TUSCALOOSA, Ala. — The University of Alabama has named Jacqueline Morgan as manager of the recently funded U.S. Department of Education TRIO program, the Ronald E. McNair Post-Baccalaureate Achievement Program.
The McNair Scholars Program is a federal grant awarded to higher education institutions for projects designed to provide disadvantaged junior and senior college students with effective preparation for doctoral study. The purpose of the McNair Program is to increase the number of students from underrepresented backgrounds entering graduate studies leading to a doctorate degree.
The U.S. Department of Education in 1989 initiated the McNair Program. It is in memory of Ronald E. McNair, who gained recognition as an expert in laser physics at Hughes Research Laboratory. McNair also earned a Ph.D. in physics at the age of 26 from Massachusetts Institute of Technology. He was selected by NASA for the space shuttle program in 1978 and was mission specialist aboard the 1984 flight of the space shuttle Challenger. McNair was married and had two children at the time of his death in 1986 aboard the Challenger.
Morgan, a Ph.D. candidate in UA’s counselor education program, served as a counselor in the University’s Student Support Services for three years. Her prior experience includes teaching at both the secondary and post-secondary levels as well as designing programs for court-referred adolescents. She also is involved as community volunteer which includes being a founding board member of the new East Tuscaloosa Family Resource Center and serving as the 1998-99 president of The Junior League of Tuscaloosa.
“I am committed both as a professional and community volunteer to helping people overcome obstacles in order to reach their potential,” Morgan said. “Building an exemplary McNair Scholars Program at The University of Alabama will enable us, as a university community, to invest in the development of leading scholars in their chosen disciplines.”
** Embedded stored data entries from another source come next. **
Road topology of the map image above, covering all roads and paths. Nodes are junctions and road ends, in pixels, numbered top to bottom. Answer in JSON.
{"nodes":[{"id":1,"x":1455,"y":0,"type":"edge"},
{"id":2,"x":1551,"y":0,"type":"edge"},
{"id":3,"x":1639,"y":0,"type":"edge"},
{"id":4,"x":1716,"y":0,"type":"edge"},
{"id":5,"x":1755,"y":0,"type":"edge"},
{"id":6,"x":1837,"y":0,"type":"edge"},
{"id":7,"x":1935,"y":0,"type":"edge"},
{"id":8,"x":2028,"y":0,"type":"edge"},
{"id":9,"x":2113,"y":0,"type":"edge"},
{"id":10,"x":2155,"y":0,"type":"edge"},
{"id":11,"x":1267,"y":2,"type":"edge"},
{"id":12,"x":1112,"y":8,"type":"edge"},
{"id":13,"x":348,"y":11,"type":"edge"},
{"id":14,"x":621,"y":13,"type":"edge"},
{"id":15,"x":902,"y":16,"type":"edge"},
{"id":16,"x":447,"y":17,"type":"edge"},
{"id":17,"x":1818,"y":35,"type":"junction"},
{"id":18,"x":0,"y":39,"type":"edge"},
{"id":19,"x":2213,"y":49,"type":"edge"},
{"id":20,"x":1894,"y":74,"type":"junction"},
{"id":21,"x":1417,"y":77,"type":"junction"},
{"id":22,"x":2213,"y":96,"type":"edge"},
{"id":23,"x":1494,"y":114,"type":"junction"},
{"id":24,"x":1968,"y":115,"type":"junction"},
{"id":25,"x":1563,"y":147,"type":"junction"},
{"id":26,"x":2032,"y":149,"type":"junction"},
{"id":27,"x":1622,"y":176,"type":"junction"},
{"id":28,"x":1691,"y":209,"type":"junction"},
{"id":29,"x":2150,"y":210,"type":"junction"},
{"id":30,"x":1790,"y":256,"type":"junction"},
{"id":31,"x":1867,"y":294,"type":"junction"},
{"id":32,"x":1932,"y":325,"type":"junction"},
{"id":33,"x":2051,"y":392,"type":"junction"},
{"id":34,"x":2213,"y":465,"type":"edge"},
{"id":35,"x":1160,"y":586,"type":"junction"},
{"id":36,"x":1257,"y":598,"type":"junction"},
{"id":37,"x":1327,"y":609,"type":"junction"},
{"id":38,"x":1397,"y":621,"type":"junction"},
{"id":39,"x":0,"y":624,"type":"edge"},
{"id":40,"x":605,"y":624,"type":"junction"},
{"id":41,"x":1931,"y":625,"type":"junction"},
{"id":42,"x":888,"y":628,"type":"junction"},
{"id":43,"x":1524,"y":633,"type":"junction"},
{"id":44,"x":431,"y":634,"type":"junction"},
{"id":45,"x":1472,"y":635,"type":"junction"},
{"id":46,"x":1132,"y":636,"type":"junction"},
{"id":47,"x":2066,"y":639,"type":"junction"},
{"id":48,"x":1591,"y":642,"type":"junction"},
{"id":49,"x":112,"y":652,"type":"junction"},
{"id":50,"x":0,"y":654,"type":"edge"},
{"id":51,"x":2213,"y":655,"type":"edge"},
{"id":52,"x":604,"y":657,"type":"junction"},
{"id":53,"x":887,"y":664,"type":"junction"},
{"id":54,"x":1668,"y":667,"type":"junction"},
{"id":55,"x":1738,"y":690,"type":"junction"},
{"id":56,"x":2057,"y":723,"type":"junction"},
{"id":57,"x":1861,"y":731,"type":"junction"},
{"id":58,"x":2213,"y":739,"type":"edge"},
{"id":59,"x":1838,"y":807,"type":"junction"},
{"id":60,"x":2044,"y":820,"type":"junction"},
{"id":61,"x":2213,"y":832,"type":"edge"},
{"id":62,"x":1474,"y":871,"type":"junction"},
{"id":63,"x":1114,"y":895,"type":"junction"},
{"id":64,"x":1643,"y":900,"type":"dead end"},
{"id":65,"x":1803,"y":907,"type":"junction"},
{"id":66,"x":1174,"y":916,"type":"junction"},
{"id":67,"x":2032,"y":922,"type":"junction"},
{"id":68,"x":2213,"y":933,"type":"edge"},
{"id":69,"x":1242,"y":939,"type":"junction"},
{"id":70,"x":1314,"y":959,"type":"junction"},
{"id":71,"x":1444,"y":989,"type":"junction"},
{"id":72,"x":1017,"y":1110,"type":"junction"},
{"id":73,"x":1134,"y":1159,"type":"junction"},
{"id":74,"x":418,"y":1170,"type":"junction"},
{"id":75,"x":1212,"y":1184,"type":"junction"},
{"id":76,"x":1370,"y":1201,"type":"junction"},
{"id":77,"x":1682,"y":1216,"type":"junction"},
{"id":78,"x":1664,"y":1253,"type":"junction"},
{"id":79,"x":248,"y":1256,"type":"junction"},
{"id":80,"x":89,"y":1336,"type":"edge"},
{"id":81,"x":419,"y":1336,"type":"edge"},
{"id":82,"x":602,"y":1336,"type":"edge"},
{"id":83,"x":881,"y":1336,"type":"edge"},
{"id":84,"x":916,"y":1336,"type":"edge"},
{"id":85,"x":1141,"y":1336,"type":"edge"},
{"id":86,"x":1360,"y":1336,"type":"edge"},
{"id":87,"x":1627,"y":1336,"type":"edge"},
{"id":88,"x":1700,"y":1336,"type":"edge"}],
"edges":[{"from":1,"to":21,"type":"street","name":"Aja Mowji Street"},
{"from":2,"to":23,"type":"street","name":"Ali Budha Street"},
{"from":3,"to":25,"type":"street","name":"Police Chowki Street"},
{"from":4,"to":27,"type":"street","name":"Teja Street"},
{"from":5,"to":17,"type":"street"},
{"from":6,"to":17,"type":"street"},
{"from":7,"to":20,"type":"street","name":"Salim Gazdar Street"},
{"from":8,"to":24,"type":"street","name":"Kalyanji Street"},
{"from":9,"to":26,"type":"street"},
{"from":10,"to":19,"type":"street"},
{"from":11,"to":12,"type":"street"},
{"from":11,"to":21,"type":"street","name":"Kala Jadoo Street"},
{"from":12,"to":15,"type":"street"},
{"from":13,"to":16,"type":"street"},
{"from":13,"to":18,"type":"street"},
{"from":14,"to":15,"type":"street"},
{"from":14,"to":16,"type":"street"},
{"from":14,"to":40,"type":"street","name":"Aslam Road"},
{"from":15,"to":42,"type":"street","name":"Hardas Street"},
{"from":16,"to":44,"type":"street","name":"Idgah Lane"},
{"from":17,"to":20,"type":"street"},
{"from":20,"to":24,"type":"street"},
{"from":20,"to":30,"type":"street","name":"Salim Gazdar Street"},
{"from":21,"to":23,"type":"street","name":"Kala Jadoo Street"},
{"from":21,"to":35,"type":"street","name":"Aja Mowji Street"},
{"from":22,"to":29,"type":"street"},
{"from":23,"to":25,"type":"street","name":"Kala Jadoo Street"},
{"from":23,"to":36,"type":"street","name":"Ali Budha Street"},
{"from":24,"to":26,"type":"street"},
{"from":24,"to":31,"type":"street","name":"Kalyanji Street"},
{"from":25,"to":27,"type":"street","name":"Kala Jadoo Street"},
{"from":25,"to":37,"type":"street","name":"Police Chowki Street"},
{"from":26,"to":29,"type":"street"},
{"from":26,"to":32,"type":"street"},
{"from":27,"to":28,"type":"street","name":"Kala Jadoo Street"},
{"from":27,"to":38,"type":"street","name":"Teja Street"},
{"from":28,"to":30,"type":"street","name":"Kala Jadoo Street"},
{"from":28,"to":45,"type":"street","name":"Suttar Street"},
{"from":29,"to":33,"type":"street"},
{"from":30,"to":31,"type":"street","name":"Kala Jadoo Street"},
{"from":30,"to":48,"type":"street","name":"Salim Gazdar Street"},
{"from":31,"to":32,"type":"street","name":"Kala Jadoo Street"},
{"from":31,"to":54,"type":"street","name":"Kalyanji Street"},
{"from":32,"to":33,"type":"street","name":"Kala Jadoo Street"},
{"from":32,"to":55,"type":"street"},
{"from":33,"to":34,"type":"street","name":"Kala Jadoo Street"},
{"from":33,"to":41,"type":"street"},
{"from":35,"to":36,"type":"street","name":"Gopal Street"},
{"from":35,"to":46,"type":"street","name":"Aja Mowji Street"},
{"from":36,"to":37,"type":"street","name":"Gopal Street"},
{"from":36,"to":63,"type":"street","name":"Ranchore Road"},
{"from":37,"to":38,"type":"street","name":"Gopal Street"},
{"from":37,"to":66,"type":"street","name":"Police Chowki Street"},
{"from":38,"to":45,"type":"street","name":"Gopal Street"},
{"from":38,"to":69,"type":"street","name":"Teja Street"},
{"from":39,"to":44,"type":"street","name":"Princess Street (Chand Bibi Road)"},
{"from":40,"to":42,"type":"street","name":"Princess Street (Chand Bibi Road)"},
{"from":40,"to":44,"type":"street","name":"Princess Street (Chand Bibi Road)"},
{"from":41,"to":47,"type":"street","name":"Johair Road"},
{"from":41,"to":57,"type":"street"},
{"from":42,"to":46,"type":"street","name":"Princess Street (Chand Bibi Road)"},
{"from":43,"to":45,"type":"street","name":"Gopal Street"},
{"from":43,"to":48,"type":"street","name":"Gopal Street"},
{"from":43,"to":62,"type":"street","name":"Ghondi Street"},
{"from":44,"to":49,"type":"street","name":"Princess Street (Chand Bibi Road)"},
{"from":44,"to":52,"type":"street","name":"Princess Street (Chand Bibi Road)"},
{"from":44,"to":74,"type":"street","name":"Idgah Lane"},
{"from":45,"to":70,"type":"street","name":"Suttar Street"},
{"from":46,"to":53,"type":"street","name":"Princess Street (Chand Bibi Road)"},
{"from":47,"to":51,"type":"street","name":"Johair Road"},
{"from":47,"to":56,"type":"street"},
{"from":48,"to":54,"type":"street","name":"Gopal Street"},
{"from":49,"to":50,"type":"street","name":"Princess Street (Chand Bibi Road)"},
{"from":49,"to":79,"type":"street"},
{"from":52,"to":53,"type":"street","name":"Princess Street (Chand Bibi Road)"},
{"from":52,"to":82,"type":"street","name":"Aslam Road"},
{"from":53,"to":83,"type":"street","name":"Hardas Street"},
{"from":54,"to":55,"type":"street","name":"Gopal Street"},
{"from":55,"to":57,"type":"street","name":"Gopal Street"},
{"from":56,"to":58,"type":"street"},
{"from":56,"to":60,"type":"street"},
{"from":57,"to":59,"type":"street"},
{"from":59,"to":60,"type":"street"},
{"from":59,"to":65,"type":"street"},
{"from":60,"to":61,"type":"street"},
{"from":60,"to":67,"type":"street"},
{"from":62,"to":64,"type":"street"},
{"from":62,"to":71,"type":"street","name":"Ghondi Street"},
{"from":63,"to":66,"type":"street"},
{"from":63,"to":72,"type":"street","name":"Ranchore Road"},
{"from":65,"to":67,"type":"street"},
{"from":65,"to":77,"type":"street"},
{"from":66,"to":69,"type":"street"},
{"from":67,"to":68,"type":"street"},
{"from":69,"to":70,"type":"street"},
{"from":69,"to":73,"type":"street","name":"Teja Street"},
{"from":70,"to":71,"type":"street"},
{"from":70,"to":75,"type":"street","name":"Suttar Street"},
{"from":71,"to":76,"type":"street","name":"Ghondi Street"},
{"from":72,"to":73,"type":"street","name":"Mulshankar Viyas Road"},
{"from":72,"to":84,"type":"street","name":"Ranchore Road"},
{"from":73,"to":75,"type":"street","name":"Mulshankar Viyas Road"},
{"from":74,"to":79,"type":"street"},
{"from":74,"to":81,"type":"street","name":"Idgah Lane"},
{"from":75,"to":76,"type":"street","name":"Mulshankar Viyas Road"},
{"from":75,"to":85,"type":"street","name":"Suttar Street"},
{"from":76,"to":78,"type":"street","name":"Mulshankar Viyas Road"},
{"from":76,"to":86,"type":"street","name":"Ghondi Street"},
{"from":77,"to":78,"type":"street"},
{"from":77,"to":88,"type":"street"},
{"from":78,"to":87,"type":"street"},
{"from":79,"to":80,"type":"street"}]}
Dr. Gary Hoover, a UA assistant professor of economics and former McNair Scholar, has agreed to be a faculty mentor for UA’s McNair Program. “Without the help of the McNair program, I doubt I would have been able to fully appreciate what it meant to be a scholar, to search out answers to questions that hadn’t previously been asked. It (The McNair Scholars Program) begins the process of helping students do the critical thinking and research that leads to scholarly work,” said Hoover.
UA’s McNair Scholars Program will be housed in the Center for Teaching and Learning and will enroll 20 participants each year. Undergraduate students who meet the following criteria are eligible to submit an application: completion of at least 60 hours; a 2.75 cumulative GPA; and, either a first-generation college student with an income level established by the U.S. Department of Education or a member of a group that is underrepresented in graduate education. A panel composed of University faculty and staff reviews applications and selects 20 students to participate each year.
McNair scholars will receive services such as academic tutoring, career development, preparation for graduate admissions tests, ongoing counseling and mentoring, travel opportunities and summer research internships. Under the guidance of a faculty mentor, the McNair scholars will develop and complete a research project during their summer term between their junior and senior year. Upon completion, students are expected to present their results through both formal oral presentations at academic conferences and publishable papers. A stipend and money for research supplies are provided for each student.